═════ Data listing ═════

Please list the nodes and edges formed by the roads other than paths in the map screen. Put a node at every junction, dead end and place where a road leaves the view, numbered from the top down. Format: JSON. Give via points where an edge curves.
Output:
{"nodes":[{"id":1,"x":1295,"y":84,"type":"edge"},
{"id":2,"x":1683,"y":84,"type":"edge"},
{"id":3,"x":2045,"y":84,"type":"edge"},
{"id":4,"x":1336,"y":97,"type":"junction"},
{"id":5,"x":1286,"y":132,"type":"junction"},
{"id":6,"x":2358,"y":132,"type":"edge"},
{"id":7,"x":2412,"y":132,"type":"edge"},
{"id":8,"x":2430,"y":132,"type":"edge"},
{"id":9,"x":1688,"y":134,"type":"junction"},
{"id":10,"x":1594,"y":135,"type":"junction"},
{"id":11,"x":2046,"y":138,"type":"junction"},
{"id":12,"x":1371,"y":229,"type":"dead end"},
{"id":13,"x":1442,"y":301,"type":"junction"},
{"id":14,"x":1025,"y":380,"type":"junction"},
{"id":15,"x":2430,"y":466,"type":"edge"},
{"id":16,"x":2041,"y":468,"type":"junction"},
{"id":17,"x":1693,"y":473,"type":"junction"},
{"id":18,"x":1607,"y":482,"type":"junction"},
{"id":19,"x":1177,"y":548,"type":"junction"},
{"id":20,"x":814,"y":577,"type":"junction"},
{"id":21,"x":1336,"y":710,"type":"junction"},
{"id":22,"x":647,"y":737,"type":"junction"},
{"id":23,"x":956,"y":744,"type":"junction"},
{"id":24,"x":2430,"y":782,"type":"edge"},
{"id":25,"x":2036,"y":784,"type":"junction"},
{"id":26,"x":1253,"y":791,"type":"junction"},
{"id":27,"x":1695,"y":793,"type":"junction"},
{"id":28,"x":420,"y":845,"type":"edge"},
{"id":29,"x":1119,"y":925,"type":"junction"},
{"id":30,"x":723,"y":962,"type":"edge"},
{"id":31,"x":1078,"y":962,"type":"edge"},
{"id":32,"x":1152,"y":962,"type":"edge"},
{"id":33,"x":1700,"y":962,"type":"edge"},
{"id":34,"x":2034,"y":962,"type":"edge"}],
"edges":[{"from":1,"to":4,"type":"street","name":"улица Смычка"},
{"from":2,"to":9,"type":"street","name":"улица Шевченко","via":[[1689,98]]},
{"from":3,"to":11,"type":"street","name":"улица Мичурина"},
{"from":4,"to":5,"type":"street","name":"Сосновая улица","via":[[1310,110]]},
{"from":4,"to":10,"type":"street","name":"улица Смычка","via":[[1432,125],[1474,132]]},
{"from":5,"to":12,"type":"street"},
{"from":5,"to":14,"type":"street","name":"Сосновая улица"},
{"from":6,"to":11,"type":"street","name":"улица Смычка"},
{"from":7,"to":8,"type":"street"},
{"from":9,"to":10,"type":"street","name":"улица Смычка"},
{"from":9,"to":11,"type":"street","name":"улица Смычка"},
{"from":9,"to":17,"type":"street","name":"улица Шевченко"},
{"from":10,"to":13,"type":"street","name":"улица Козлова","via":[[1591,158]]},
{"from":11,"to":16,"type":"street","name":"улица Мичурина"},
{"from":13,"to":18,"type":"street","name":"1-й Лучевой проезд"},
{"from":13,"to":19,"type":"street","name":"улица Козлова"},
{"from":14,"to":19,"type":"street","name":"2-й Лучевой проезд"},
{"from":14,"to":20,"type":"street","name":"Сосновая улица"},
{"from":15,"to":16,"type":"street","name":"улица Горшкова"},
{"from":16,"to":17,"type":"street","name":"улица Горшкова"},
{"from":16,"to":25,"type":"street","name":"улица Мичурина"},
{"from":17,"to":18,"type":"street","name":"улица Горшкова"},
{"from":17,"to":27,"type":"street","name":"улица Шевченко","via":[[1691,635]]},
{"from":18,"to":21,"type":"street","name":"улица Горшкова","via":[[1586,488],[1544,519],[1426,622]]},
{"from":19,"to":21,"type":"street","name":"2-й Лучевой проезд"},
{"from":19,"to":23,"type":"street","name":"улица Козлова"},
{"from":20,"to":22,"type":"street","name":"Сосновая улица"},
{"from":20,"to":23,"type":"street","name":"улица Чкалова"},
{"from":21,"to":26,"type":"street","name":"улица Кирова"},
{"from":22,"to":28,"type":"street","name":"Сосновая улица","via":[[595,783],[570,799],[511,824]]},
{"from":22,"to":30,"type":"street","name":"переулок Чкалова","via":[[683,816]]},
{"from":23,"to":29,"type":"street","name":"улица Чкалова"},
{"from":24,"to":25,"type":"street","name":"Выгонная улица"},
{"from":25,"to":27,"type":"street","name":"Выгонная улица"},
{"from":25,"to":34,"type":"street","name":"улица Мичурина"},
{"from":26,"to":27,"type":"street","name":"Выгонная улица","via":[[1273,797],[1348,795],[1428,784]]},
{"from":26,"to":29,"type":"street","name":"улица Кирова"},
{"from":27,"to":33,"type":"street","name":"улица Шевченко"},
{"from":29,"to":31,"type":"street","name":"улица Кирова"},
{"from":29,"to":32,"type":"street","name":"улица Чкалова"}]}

═════
═════ Data listing ═════

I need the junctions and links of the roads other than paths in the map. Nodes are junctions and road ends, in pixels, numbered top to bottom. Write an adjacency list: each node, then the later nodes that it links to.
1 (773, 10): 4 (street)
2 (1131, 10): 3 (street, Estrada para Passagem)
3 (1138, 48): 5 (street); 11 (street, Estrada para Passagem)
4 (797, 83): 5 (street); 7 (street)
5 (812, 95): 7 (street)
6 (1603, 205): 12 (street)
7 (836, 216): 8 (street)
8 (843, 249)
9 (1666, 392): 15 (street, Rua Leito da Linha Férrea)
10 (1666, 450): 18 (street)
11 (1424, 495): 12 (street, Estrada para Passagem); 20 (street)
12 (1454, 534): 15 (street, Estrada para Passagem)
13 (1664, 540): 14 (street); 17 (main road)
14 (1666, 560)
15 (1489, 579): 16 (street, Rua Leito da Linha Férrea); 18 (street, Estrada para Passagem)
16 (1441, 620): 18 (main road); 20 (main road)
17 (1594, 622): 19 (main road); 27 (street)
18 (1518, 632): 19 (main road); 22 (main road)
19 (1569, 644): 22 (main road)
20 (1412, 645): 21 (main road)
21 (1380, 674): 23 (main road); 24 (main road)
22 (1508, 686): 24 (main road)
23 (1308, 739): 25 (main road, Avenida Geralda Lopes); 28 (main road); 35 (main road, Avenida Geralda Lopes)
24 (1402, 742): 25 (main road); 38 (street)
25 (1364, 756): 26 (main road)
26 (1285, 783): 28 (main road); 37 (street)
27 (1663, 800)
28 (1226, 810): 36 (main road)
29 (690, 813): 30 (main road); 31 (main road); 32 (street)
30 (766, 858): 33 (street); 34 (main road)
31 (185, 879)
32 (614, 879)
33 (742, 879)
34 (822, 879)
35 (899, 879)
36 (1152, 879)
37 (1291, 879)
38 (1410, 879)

═════
═════ Data listing ═════

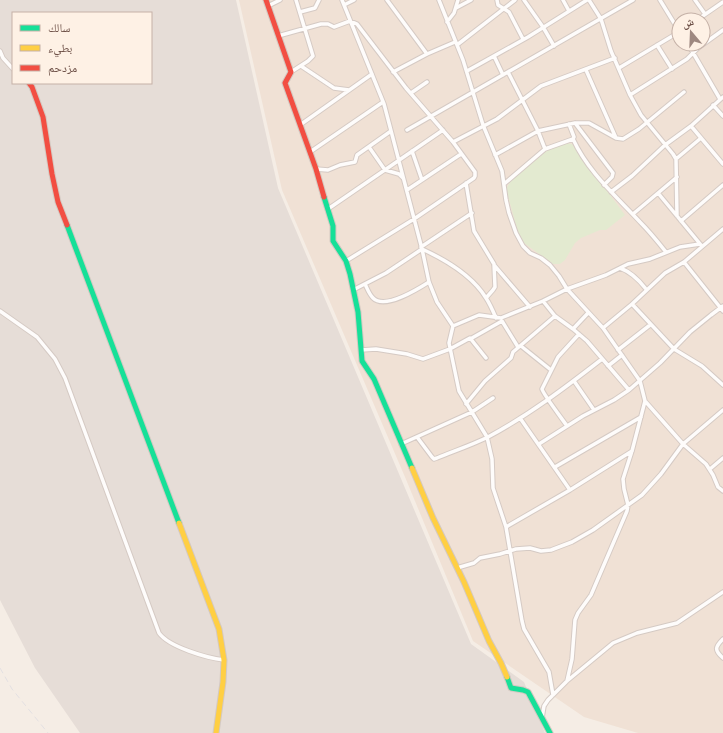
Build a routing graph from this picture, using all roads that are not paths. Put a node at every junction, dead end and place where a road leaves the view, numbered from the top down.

═════

§ Task to carry out:
Search the records for the string "down" and, wherever a line contains it, please copy that line.

§ Exercise solution:
Please list the nodes and edges formed by the roads other than paths in the map screen. Put a node at every junction, dead end and place where a road leaves the view, numbered from the top down. Format: JSON. Give via points where an edge curves.
Build a routing graph from this picture, using all roads that are not paths. Put a node at every junction, dead end and place where a road leaves the view, numbered from the top down.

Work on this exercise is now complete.